[Start of section]

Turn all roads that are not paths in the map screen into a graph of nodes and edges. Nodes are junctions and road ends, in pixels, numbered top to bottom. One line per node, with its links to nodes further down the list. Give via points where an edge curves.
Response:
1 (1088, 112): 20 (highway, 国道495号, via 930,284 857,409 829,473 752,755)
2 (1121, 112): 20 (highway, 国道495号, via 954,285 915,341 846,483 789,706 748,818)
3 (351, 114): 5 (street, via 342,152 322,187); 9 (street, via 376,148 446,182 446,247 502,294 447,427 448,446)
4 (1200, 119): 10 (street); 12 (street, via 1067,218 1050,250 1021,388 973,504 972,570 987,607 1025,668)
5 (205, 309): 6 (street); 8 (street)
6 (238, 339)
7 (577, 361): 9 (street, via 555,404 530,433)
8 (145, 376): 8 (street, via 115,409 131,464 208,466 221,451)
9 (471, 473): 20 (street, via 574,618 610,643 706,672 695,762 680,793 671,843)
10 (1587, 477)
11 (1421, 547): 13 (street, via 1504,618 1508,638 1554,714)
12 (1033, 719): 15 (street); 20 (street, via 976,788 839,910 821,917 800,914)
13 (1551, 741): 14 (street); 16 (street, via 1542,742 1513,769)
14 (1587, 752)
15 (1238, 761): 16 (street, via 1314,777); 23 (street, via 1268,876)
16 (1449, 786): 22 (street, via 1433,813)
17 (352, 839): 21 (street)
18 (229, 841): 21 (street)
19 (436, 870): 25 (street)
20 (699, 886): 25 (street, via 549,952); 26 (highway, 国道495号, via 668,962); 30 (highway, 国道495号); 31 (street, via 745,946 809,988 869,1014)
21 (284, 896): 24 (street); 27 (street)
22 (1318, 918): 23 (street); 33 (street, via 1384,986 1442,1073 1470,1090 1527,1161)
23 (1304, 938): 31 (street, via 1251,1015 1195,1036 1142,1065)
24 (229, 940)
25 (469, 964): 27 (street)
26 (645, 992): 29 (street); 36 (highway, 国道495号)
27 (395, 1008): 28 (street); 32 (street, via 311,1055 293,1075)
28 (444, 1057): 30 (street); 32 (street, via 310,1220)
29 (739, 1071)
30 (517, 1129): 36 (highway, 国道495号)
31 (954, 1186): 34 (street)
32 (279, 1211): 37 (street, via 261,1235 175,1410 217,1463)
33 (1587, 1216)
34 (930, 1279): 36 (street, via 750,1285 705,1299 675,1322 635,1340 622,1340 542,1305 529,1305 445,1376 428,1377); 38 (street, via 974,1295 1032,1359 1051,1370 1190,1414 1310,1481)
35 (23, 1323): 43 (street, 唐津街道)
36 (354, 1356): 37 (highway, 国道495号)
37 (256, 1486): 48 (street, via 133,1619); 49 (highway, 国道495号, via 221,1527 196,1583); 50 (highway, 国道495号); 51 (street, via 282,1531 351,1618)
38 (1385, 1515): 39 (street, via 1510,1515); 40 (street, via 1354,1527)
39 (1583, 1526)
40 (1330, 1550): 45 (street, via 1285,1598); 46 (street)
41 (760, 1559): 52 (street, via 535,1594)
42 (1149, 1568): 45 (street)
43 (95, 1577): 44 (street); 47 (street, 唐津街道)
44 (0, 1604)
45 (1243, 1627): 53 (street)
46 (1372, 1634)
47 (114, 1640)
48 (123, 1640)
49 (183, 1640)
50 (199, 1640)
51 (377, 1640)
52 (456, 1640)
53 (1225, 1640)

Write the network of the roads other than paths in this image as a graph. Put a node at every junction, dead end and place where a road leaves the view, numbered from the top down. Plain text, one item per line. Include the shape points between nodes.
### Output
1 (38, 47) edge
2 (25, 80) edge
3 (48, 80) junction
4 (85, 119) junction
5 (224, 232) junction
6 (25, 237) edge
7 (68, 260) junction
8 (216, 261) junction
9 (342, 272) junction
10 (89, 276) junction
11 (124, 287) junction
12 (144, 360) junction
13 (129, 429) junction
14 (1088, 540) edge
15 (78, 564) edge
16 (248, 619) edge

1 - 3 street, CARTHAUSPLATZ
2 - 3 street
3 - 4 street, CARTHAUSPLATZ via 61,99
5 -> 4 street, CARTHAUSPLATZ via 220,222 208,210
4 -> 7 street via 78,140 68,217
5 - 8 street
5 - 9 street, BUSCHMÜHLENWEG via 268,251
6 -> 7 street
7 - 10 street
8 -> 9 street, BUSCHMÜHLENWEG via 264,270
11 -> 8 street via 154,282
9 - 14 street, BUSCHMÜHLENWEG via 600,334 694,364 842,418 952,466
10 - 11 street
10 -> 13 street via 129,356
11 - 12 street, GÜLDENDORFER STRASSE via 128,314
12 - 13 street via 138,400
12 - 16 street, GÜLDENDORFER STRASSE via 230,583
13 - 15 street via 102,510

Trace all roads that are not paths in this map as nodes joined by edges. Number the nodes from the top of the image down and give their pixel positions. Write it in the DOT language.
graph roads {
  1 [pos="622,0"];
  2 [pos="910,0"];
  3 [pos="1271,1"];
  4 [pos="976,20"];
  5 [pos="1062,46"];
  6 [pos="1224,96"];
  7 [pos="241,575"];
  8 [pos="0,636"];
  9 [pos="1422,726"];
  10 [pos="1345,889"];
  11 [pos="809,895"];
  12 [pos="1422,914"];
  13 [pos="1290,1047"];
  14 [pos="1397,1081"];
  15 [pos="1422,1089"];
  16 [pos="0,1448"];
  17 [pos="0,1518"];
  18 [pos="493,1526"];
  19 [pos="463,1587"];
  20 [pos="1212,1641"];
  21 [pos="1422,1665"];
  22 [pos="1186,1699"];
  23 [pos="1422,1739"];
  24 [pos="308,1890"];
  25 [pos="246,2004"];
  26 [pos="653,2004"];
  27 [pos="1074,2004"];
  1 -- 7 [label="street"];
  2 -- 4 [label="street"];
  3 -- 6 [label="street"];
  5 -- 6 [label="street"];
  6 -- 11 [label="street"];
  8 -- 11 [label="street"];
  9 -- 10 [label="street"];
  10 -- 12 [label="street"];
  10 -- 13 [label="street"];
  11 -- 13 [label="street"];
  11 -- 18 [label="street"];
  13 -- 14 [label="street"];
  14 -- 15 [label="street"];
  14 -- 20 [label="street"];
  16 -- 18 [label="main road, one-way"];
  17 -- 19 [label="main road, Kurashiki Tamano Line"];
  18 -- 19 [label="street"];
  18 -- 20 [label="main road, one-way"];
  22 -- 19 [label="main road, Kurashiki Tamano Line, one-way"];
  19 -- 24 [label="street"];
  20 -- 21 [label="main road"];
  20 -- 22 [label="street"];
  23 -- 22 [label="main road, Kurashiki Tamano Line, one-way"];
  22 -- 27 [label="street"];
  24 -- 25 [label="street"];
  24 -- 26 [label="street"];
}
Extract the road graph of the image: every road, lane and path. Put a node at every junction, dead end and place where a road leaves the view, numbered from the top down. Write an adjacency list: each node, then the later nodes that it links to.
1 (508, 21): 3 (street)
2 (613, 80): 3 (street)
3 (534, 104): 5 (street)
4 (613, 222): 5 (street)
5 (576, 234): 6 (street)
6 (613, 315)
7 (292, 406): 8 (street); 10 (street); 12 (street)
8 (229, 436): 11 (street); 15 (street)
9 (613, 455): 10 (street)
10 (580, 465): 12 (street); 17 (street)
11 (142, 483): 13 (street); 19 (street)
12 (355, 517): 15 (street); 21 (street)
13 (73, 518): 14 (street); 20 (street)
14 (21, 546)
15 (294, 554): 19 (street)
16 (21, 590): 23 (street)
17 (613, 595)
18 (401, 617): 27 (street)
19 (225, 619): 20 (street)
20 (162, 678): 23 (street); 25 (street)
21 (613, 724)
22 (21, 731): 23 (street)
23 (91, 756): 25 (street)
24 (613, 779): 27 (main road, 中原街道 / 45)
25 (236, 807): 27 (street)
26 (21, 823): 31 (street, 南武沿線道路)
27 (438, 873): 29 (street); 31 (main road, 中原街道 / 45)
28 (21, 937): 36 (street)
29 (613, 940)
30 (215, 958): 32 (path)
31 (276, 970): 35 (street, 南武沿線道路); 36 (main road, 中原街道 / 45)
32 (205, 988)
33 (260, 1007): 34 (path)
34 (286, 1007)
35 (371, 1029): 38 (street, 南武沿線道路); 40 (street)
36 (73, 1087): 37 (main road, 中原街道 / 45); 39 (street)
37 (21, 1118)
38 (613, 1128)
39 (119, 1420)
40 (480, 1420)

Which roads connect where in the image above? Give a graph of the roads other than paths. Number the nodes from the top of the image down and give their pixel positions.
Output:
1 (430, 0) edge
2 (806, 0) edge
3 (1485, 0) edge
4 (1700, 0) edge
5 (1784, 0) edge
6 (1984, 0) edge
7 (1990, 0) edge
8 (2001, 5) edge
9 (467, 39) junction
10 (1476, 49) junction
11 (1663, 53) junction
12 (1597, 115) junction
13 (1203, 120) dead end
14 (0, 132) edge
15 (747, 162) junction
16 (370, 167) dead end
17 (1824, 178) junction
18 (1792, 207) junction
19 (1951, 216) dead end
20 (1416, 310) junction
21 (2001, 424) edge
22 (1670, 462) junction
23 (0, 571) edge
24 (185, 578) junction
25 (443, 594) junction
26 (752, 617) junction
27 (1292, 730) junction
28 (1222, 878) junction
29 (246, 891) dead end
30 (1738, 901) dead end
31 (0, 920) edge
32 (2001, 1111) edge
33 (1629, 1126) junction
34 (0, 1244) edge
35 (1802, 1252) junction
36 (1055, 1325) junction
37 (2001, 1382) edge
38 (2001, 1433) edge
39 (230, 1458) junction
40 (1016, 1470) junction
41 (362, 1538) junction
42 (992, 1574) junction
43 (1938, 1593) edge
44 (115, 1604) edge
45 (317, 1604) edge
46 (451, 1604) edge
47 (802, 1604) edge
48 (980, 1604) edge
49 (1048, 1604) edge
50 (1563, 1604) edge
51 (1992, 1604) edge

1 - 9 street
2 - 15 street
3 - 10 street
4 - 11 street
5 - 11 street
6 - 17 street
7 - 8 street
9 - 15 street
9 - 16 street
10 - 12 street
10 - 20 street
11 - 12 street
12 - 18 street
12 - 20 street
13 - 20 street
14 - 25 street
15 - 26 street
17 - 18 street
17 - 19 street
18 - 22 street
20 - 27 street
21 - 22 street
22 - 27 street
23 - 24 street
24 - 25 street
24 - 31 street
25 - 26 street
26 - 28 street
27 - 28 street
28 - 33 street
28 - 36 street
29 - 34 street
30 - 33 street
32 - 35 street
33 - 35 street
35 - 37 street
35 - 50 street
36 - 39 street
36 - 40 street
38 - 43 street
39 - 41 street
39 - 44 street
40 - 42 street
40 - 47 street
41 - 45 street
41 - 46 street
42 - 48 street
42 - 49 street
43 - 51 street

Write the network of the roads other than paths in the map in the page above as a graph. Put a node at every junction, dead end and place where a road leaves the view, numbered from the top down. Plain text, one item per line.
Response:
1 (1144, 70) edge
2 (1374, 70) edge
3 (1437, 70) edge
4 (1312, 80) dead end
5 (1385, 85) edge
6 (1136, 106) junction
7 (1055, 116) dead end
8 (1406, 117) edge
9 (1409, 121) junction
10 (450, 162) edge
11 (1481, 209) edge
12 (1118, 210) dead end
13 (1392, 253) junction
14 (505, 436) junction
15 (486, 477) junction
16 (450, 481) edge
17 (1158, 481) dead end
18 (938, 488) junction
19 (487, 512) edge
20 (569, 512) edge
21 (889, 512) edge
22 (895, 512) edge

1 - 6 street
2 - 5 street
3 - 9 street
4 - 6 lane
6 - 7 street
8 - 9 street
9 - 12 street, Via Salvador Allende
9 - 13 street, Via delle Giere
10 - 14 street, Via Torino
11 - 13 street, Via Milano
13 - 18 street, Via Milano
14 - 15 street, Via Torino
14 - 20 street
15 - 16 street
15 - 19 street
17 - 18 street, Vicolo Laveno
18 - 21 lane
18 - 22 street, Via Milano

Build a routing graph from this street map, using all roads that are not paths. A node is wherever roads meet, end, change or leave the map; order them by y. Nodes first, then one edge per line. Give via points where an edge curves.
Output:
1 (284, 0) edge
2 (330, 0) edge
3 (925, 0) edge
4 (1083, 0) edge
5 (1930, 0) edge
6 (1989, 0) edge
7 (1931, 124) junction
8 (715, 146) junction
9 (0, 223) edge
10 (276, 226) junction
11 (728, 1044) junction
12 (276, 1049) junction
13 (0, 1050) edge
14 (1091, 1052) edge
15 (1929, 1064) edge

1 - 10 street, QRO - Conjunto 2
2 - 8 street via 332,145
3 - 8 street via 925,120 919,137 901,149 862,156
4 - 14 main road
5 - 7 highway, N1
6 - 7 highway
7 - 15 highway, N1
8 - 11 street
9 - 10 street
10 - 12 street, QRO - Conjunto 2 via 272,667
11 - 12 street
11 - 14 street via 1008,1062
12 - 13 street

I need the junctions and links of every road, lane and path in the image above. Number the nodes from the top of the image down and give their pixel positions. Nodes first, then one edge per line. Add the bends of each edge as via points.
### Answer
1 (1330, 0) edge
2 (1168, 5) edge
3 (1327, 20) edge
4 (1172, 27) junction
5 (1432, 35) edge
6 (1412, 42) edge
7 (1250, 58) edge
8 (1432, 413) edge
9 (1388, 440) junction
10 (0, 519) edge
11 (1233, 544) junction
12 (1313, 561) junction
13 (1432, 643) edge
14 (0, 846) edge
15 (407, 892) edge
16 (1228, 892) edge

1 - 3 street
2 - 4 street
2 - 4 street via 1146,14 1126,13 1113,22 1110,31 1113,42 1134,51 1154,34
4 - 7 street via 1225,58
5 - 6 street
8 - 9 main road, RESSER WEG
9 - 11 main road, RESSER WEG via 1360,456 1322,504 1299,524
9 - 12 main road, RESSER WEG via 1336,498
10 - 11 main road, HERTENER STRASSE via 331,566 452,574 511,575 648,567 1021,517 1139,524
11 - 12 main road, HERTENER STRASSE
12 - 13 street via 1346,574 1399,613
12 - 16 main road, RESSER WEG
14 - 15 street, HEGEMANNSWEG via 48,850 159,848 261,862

[End of section]

Lines in the material above that include the string "CARTHAUSPLATZ" should be listed.

1 - 3 street, CARTHAUSPLATZ
3 - 4 street, CARTHAUSPLATZ via 61,99
5 -> 4 street, CARTHAUSPLATZ via 220,222 208,210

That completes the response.